Return each entry word for word, without its pictures.
"""
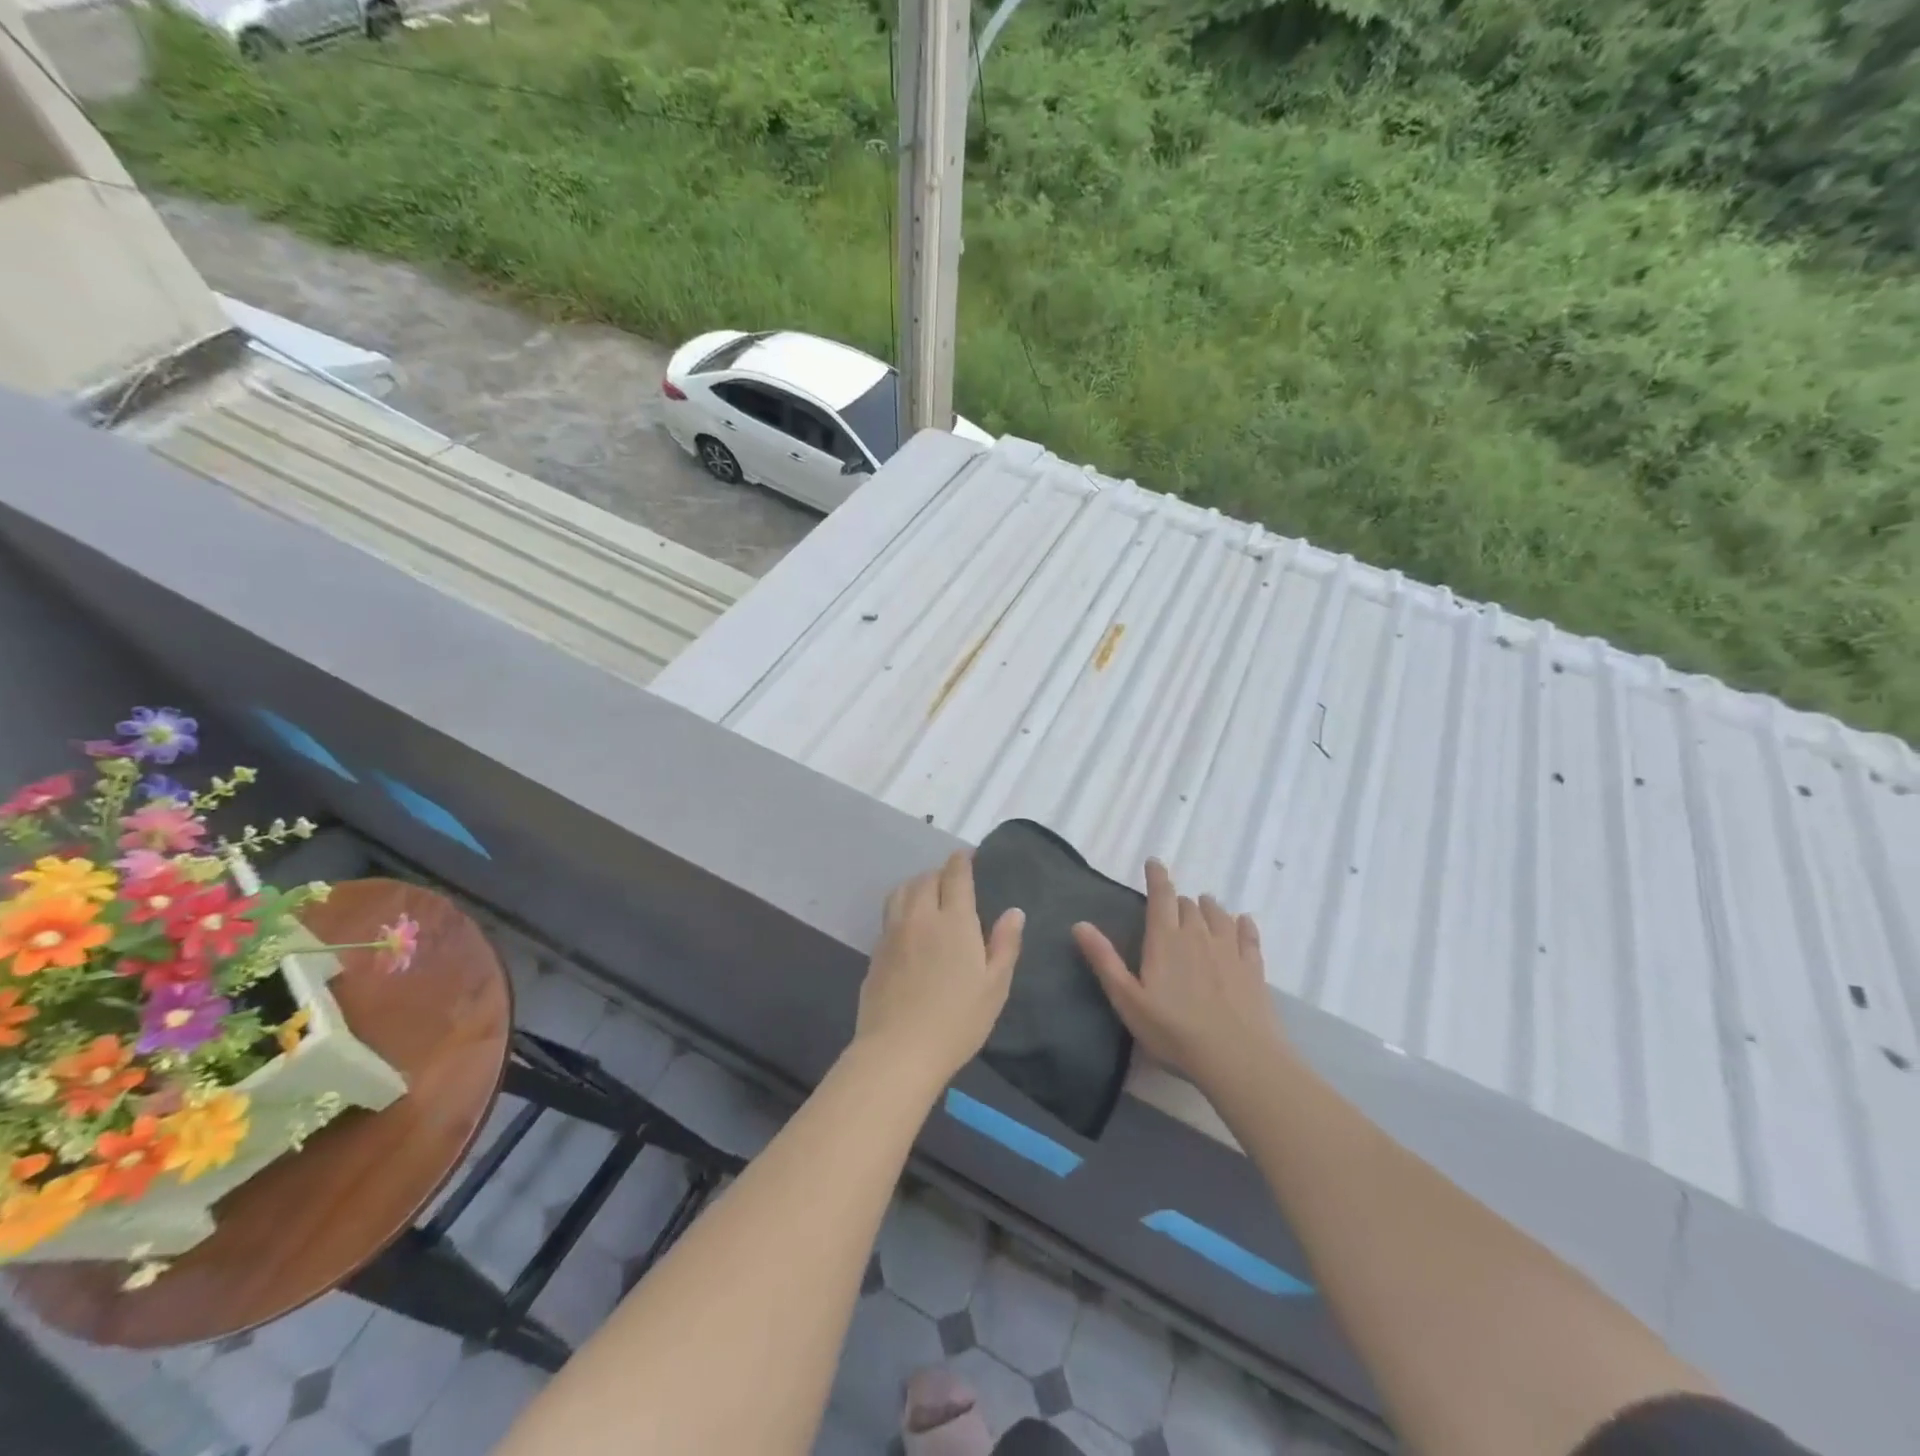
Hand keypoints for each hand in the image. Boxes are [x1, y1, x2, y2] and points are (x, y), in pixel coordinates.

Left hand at [856, 852, 1024, 1084]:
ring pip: (901, 892)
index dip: (961, 861)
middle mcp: (920, 917)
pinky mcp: (875, 952)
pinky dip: (901, 907)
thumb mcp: (994, 986)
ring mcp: (892, 933)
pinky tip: (909, 925)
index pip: (955, 876)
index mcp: (954, 921)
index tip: (966, 855)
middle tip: (951, 880)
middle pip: (925, 879)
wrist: (898, 1050)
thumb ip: (1004, 944)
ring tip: (926, 893)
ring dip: (916, 884)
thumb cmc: (957, 1020)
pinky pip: (889, 915)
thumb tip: (1014, 911)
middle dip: (939, 873)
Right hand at [1073, 860, 1285, 1093]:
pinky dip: (1242, 925)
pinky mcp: (1254, 967)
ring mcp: (1230, 949)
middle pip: (1188, 905)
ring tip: (1204, 907)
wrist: (1238, 1059)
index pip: (1161, 896)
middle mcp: (1198, 935)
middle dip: (1179, 901)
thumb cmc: (1174, 1032)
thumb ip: (1104, 960)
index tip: (1154, 862)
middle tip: (1172, 907)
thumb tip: (1079, 924)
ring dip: (1208, 908)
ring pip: (1218, 914)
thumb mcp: (1127, 1000)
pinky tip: (1243, 923)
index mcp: (1165, 940)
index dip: (1157, 877)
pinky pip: (1248, 935)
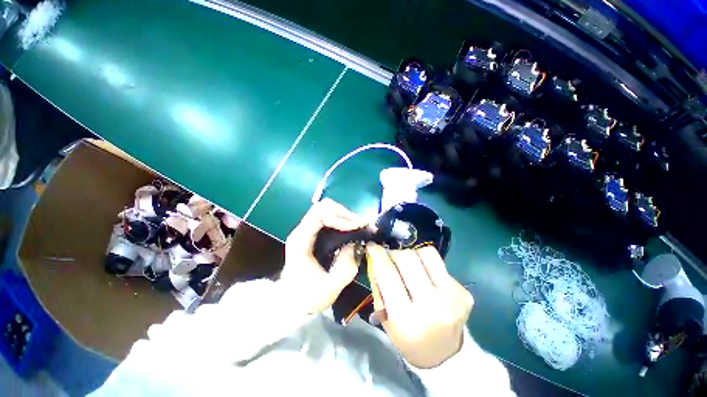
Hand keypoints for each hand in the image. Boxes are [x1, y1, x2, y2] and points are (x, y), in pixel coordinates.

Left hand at [281, 199, 366, 314]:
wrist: (291, 302)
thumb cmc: (306, 297)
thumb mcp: (328, 290)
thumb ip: (344, 270)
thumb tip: (354, 246)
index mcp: (301, 240)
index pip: (320, 213)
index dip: (340, 216)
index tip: (355, 228)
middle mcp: (302, 230)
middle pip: (325, 207)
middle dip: (346, 214)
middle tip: (361, 226)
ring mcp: (307, 231)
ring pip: (328, 210)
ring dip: (346, 216)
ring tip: (360, 228)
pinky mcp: (313, 234)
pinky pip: (330, 218)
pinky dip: (343, 221)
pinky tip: (353, 231)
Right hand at [367, 243, 473, 368]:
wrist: (443, 354)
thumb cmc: (407, 337)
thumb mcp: (384, 317)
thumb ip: (378, 285)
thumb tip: (375, 257)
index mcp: (406, 319)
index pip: (388, 274)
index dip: (378, 254)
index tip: (372, 246)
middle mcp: (432, 306)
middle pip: (408, 258)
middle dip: (394, 253)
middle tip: (391, 258)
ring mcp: (452, 298)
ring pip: (426, 253)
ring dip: (412, 254)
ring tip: (409, 265)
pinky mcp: (463, 292)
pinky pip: (439, 262)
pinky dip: (426, 264)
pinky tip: (425, 277)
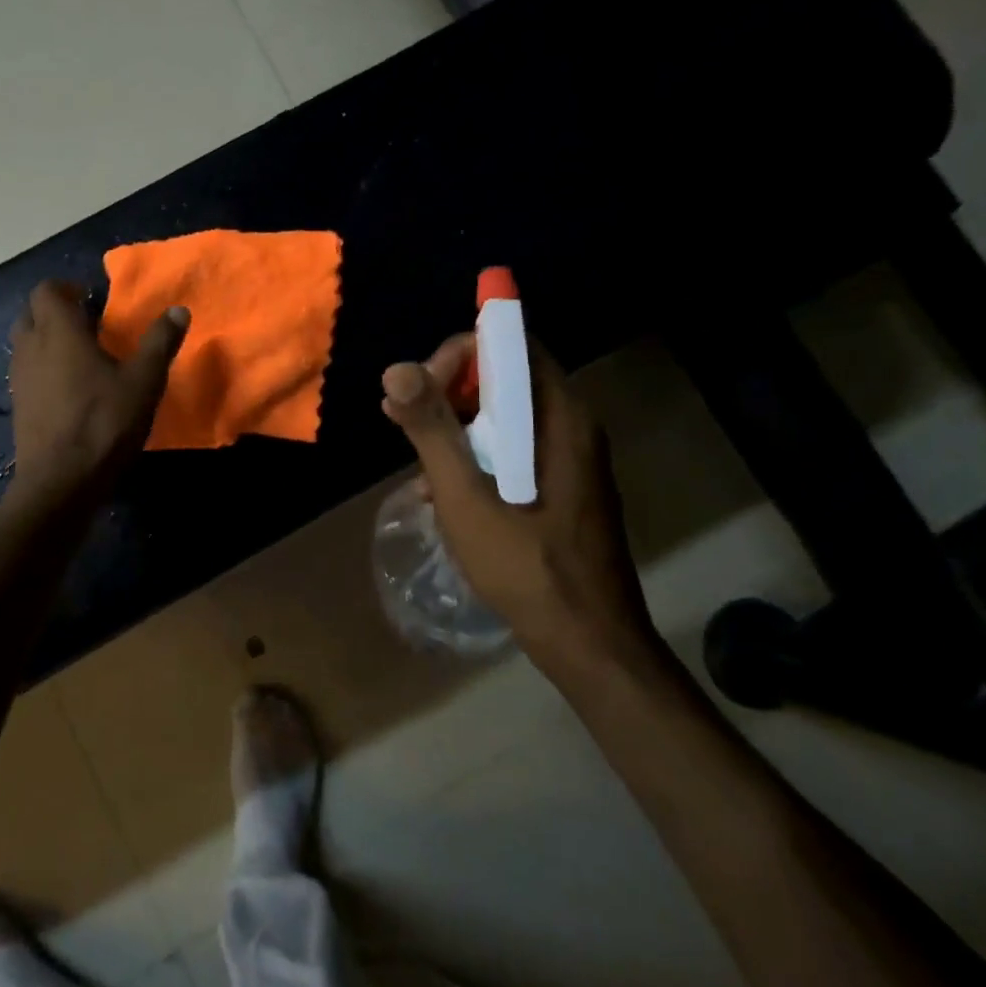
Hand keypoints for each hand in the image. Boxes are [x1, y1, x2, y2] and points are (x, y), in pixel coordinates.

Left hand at [7, 280, 187, 509]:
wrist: (61, 481)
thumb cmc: (104, 423)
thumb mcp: (144, 382)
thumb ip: (159, 343)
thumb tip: (178, 311)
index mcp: (59, 333)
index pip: (46, 291)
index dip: (66, 288)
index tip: (91, 298)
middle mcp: (31, 348)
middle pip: (31, 314)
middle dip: (54, 311)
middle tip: (87, 323)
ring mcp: (20, 379)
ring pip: (26, 343)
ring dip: (47, 339)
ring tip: (80, 354)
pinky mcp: (19, 406)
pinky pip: (27, 371)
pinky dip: (43, 367)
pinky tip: (70, 388)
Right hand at [380, 334, 658, 682]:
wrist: (588, 642)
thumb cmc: (526, 565)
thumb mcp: (466, 495)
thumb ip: (432, 428)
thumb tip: (396, 368)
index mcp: (559, 416)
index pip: (510, 344)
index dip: (458, 354)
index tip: (419, 389)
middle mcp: (571, 424)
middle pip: (504, 376)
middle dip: (447, 390)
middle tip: (404, 419)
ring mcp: (569, 457)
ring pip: (503, 414)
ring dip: (455, 426)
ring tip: (415, 458)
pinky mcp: (561, 484)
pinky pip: (512, 447)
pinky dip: (475, 454)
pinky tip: (440, 491)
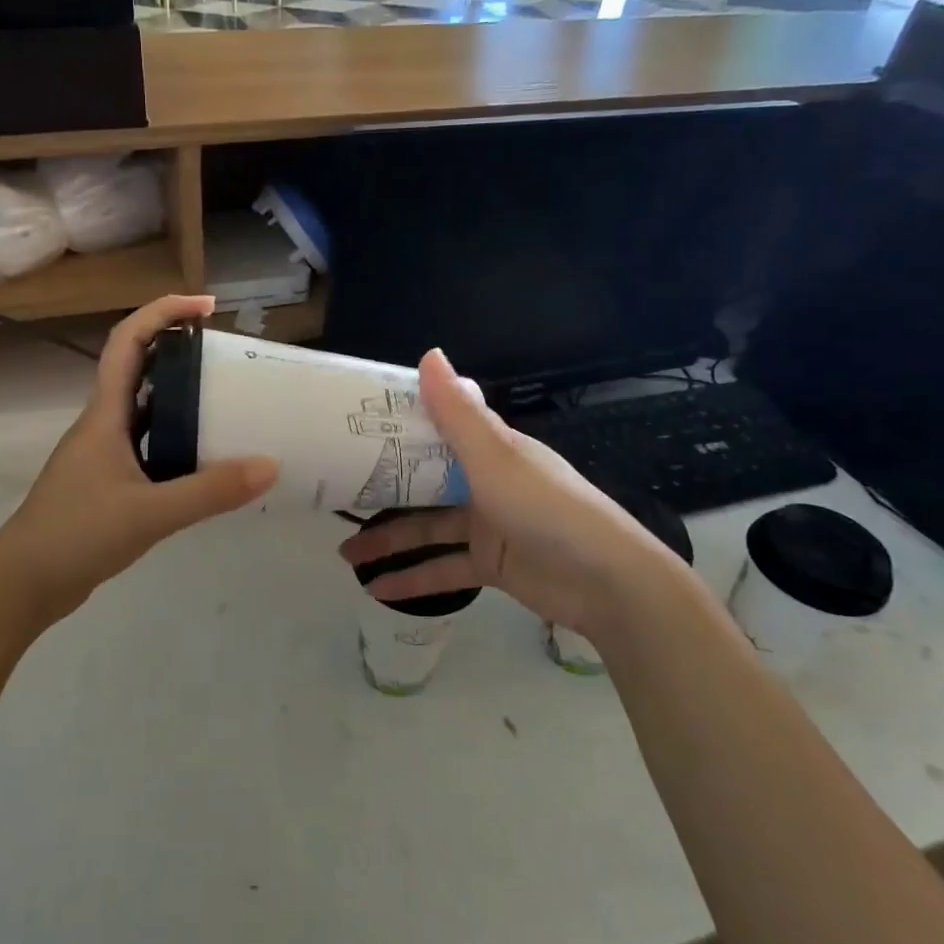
"""
§ **RESULT BELOW**:
Hand keypoints for each hand in the image. Boxes are [x1, y1, x2, y2] and points are (x, y), in pixel coordinates.

Left hand at [856, 852, 1024, 1084]:
ring pip: (901, 892)
index dip: (961, 861)
middle mcp: (920, 917)
pinky mcp: (875, 952)
pinky dip: (901, 907)
thumb mcp: (994, 986)
ring mcp: (892, 933)
pinky tip: (909, 925)
index pip: (955, 876)
index mcp: (954, 921)
index tip: (966, 855)
middle tip: (951, 880)
middle pip: (925, 879)
wrist: (898, 1050)
thumb ip: (1004, 944)
ring tip: (926, 893)
ring dip: (916, 884)
thumb cmc: (957, 1020)
pinky pip: (889, 915)
thumb tip: (1014, 911)
middle dip: (939, 873)
Right hand at [1073, 860, 1285, 1093]:
pinky dip: (1242, 925)
pinky mcp: (1254, 967)
ring mcp: (1230, 949)
middle pip: (1188, 905)
ring tip: (1204, 907)
wrist: (1238, 1059)
index pip: (1161, 896)
middle mcp: (1198, 935)
middle dip: (1179, 901)
thumb cmc: (1174, 1032)
thumb ip: (1104, 960)
index tip: (1154, 862)
middle tip: (1172, 907)
thumb tip: (1079, 924)
ring dip: (1208, 908)
ring pip: (1218, 914)
thumb mcp: (1127, 1000)
pinky tip: (1243, 923)
index mcp: (1165, 940)
index dip: (1157, 877)
pinky pip: (1248, 935)
Hand keypoints for each hand in the image. Boxes are [x1, y1, x2, y2] and points are (x, y), in pixel coordinates.

Left hand at [281, 199, 366, 314]:
wrist: (291, 302)
thumb cmc: (306, 297)
thumb mcp: (328, 290)
thumb ip: (344, 270)
thumb tip: (354, 246)
index mcp: (301, 240)
index pip: (320, 213)
index dip: (340, 216)
index tip: (355, 228)
middle mcp: (302, 230)
middle pip: (325, 207)
middle dip: (346, 214)
middle tip: (361, 226)
ring mcp: (307, 231)
ring pip: (328, 210)
ring dip: (346, 216)
ring tip: (360, 228)
pinky mcp: (313, 234)
pinky pip: (330, 218)
pinky dip: (343, 221)
pinky tip: (353, 231)
Right hand at [367, 243, 473, 368]:
wrist: (443, 354)
thumb cmc: (407, 337)
thumb mcp: (384, 317)
thumb ip: (378, 285)
thumb tip: (375, 257)
index mcp: (406, 319)
index pip: (388, 274)
index dip: (378, 254)
index tip: (372, 246)
middle mcp: (432, 306)
middle pip: (408, 258)
middle dip: (394, 253)
middle tip: (391, 258)
ring mcp: (452, 298)
ring pip: (426, 253)
ring dip: (412, 254)
ring tip: (409, 265)
pinky mcp: (463, 292)
pinky pip: (439, 262)
pinky dip: (426, 264)
pinky tip: (425, 277)
Hand keypoints for each hand in the image. Boxes are [x1, y1, x2, y2] and points are (x, y), in pixel coordinates.

Left hand at [7, 280, 187, 509]:
wrist: (61, 481)
thumb cmc: (104, 423)
thumb mcp: (144, 382)
thumb ip: (159, 343)
thumb tip: (178, 311)
index mcp: (59, 333)
index pip: (46, 291)
index dip: (66, 288)
index tip: (91, 298)
middle mcp: (31, 348)
middle pip: (31, 314)
middle dip: (54, 311)
middle tip: (87, 323)
ring mcp: (20, 379)
ring pip: (26, 343)
ring dip: (47, 339)
ring tip: (80, 354)
pinky mcp: (19, 406)
pinky pip: (27, 371)
pinky dip: (43, 367)
pinky tip: (70, 388)
Right hand at [380, 334, 658, 682]:
wrist: (588, 642)
thumb cmc: (526, 565)
thumb mcp: (466, 495)
thumb ip: (432, 428)
thumb tip: (396, 368)
index mcp: (559, 416)
index pip: (510, 344)
index dip: (458, 354)
index tip: (419, 389)
middle mcp: (571, 424)
middle pip: (504, 376)
middle dip: (447, 390)
middle tip: (404, 419)
ring mcp: (569, 457)
ring pip: (503, 414)
ring dip: (455, 426)
ring tip: (415, 458)
pinky mcp: (561, 484)
pinky pip: (512, 447)
pinky dip: (475, 454)
pinky tip: (440, 491)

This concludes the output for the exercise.